The first heavy downpour, on Tuesday, led to the closure of the Vedanta power plant at Banawali village in Talwandi Sabo as water entered the underground premises of the plant where coal is stored. The total power generation capacity of the plant is 660 mega watt.
The rain also led to the flood-like situation in more than ten villages of the district as most of them are submerged in water due to a breach in a canal.
"Our plant may remain closed for the next one month as water has entered in the underground premises where we store our coal. Due to this, there will be no production of electricity due to the wet coal. As Raipur village, from where we recieve power to run the plant is also submerged, we are neither receiving power, nor producing it," said one of the top officials of the power plant who chose not to be named. He said, “I don’t know how the district authorities will resolve the problem as the whole area around the plant is submerged.”
It is estimated that nearly 10,000 acres of land in different villagees is inundated. There was a breach in a canal in Bajewala village due to which excess water started flowing into the villages. Though, this is the first shower of the season, but the region often faces similar situations whenever it rains heavily.
“Our crops have been destroyed, though we managed to save our animals. Water has entered several houses and many houses have also collapsed in one of the villages. Due to lack of arrangements by the authorities concerned, we are facing a lot of difficulty,” said one of the villagers of Raipur. Some villagers also alleged that some government officials initially asked the villagers to handle the situation on their own.

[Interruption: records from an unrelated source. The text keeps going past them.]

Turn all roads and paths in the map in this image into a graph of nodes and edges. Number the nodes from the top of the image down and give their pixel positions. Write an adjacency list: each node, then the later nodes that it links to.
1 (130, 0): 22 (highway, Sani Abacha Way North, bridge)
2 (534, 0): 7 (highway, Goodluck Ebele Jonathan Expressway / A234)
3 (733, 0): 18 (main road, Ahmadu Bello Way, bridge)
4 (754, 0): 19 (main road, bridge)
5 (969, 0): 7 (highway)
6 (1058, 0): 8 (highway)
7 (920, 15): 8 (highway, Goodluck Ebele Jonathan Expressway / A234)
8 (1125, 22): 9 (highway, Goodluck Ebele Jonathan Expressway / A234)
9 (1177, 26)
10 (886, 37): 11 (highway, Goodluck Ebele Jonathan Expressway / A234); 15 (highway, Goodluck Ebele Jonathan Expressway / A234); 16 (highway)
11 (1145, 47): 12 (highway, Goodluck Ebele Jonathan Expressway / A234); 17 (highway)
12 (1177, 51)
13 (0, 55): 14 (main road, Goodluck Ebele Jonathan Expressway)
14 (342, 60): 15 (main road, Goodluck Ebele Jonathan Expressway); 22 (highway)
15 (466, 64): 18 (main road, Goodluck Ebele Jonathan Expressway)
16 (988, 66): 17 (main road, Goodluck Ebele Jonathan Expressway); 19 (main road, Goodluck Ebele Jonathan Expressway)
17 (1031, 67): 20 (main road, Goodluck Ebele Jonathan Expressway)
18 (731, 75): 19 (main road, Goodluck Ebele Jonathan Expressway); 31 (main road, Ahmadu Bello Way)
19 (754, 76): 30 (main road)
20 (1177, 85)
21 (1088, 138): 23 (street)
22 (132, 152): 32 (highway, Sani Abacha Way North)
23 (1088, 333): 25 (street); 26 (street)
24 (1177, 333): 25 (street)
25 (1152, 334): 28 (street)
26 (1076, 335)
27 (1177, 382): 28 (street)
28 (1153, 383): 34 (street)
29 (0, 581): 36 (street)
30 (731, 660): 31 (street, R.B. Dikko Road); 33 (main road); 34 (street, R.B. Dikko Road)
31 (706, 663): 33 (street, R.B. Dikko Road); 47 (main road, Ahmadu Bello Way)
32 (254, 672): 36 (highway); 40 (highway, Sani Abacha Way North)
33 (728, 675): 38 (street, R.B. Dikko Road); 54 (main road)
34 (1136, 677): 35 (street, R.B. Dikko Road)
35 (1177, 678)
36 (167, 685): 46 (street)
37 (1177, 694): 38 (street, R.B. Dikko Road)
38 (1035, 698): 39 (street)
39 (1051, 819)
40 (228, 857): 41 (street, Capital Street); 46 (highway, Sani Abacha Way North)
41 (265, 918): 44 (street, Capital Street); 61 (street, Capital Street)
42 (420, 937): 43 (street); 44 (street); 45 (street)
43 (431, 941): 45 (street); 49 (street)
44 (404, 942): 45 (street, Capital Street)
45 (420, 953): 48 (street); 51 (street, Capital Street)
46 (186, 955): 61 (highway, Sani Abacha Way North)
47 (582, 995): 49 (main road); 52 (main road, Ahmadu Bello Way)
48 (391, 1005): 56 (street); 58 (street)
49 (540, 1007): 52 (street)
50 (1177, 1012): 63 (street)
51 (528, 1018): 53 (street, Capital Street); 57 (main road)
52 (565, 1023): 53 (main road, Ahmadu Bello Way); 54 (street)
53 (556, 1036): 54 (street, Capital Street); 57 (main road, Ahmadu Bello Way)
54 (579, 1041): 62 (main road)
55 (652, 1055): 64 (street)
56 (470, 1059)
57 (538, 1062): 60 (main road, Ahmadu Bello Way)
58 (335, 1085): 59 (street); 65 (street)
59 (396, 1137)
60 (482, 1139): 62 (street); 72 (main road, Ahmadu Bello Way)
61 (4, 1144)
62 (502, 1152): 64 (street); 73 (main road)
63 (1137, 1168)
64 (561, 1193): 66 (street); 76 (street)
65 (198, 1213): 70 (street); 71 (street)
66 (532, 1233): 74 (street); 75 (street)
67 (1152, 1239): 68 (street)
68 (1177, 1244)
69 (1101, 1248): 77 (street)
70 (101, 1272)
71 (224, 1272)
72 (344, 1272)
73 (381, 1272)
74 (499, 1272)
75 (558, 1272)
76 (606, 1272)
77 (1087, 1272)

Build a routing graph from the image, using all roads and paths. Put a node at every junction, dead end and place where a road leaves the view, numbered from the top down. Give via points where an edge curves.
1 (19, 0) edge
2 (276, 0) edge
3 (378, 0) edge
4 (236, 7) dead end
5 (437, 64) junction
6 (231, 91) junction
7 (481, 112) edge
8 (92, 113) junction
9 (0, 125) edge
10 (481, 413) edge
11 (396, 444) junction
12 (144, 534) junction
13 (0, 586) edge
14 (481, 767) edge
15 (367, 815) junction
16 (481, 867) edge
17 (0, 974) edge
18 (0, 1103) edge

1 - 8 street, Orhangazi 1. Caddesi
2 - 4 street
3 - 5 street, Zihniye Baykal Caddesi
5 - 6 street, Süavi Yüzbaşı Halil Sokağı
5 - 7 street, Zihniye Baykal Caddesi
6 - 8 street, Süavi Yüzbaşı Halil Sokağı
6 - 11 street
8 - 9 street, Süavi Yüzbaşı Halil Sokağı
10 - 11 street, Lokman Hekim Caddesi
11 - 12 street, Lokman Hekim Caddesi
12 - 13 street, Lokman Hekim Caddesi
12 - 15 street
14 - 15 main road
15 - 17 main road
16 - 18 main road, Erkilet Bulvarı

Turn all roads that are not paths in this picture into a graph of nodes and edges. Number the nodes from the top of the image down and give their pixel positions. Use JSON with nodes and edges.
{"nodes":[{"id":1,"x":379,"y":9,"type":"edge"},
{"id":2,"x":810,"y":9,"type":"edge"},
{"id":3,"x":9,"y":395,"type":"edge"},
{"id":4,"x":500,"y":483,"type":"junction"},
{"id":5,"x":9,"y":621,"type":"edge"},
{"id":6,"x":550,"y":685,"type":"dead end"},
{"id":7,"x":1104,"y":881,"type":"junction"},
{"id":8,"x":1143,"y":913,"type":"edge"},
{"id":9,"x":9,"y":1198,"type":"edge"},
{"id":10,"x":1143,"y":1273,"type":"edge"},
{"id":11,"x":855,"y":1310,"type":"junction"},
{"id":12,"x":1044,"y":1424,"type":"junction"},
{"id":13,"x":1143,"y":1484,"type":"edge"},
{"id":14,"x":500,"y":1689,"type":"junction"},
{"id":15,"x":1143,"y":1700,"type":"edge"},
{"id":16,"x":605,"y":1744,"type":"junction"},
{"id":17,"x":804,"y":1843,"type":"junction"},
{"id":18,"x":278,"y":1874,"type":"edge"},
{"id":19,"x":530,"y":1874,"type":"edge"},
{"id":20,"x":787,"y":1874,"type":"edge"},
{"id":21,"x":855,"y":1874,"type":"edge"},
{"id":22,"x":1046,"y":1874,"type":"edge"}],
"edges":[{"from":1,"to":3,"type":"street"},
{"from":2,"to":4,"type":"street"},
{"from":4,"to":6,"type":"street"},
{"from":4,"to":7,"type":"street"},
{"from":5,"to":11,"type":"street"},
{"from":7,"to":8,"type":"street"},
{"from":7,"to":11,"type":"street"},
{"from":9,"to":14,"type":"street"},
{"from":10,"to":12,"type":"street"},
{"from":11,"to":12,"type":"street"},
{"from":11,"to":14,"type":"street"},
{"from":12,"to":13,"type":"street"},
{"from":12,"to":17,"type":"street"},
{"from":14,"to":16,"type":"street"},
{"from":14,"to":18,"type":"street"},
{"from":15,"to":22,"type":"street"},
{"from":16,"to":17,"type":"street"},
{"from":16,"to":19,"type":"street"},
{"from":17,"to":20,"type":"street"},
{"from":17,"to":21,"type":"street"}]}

The district authorities refuted the allegation and claimed that they are trying their best to control of the situation.
“Due to the release of excess water from the neighbouring state, we are facing such a situation. The SDM and other officials have been deputed to assess the loss of property so that later we can provide proper compensation to the victims,” said deputy commissioner Pravin Kumar Thind.
He confirmed that some of the villages are in low-lying areas and water flows from one village to the other easily.
“The situation will be under control if it doesn’t rain for a day or two. We have taken measures to check the flow of water,” said the deputy commissioner.
The villagers, who seemed helpless due to the nature’s fury, were more worried due to the weather situation as it is predicted that the region may receive more rainfall in days to come. Later in the evening, a few villagers were reported to be leaving their homes and live with some of their relatives.
On any prior information about the rain, the deputy commissioner said, “The met department informs the state authorities and we never receive any information from them, so we don’t have any prior information about the rain.”